Starring: Dwayne Johnson, Emily Blunt, Jack Whitehall, Édgar Ramírez, Jesse Plemons, Paul Giamatti

Director: Jaume Collet-Serra

Running Time: 127 Minutes

Rating: PG-13

Release Date: July 30, 2021 (Theaters and Disney+)

About midway through watching Jungle Cruise, I was trying to remember what trailer I had recently seen with Édgar Ramírez in it. I knew it was very recent, but I also knew that it wasn’t any of the trailers that I saw with Jungle Cruise (Addams Family 2, Sing 2, Dune, Encanto, and Shang-Chi, for the record). I was certain the trailer in question must have been from the past week. I considered the possibility that it was for a TV show, but that couldn’t have been right. Édgar Ramírez wasn’t showing up on any TV show anytime soon as far as I knew, and I’m pretty sure that’s the sort of thing I would know about. So what could it be?

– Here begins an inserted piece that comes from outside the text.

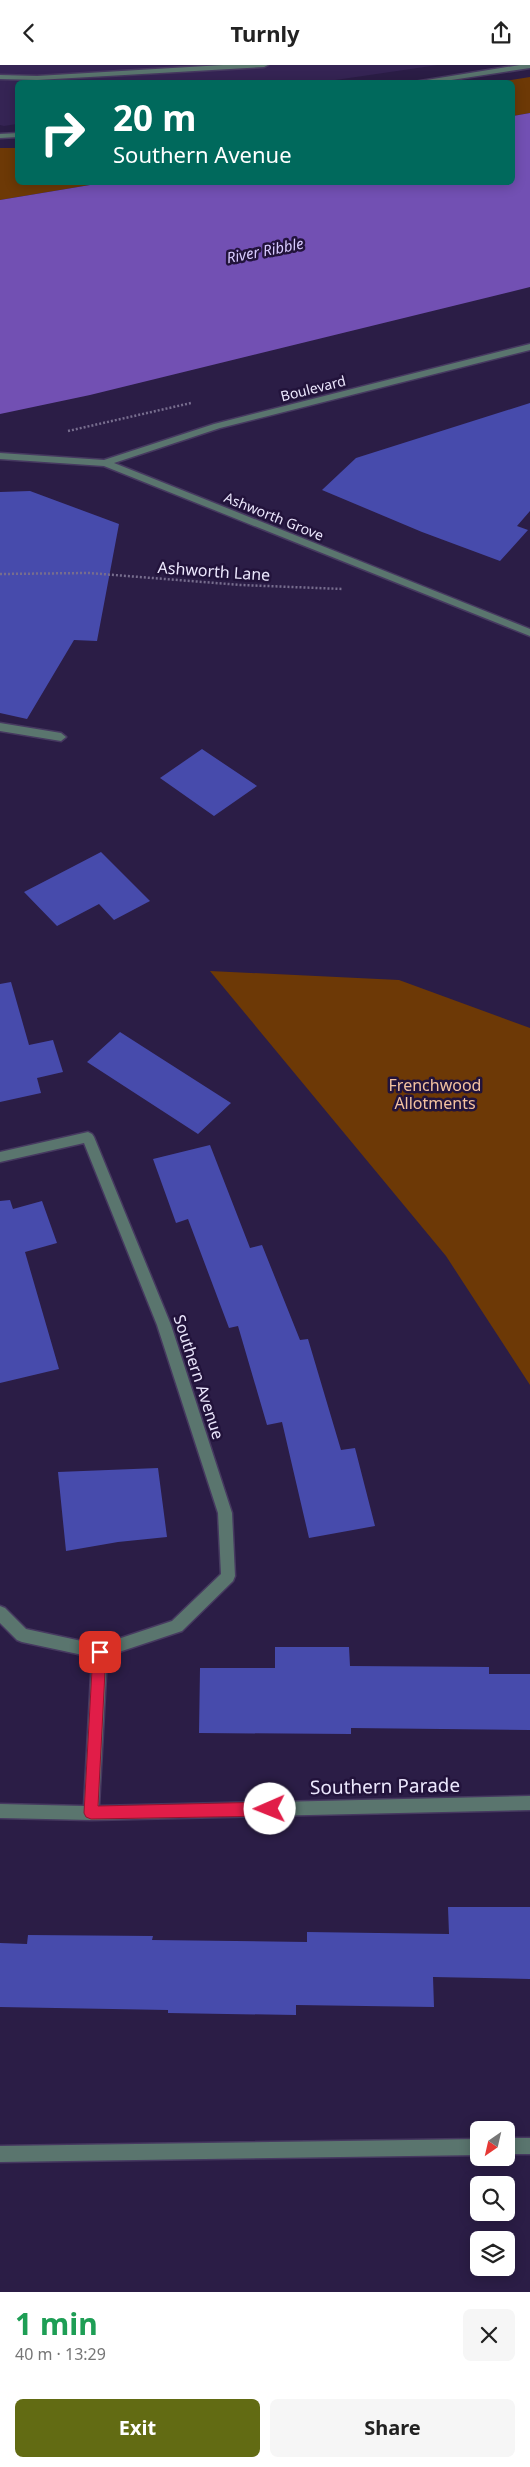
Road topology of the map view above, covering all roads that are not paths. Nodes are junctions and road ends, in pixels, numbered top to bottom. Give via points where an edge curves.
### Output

Then perhaps a half hour later, Ramírez showed up as some immortal explorer, and I realized that what I half-remembered as a trailer was actually the prologue of the movie that I was currently watching. I was actually kind of impressed that his reappearance could come across as such an unexpected surprise. Anyway, that’s all I wanted to say about Jungle Cruise.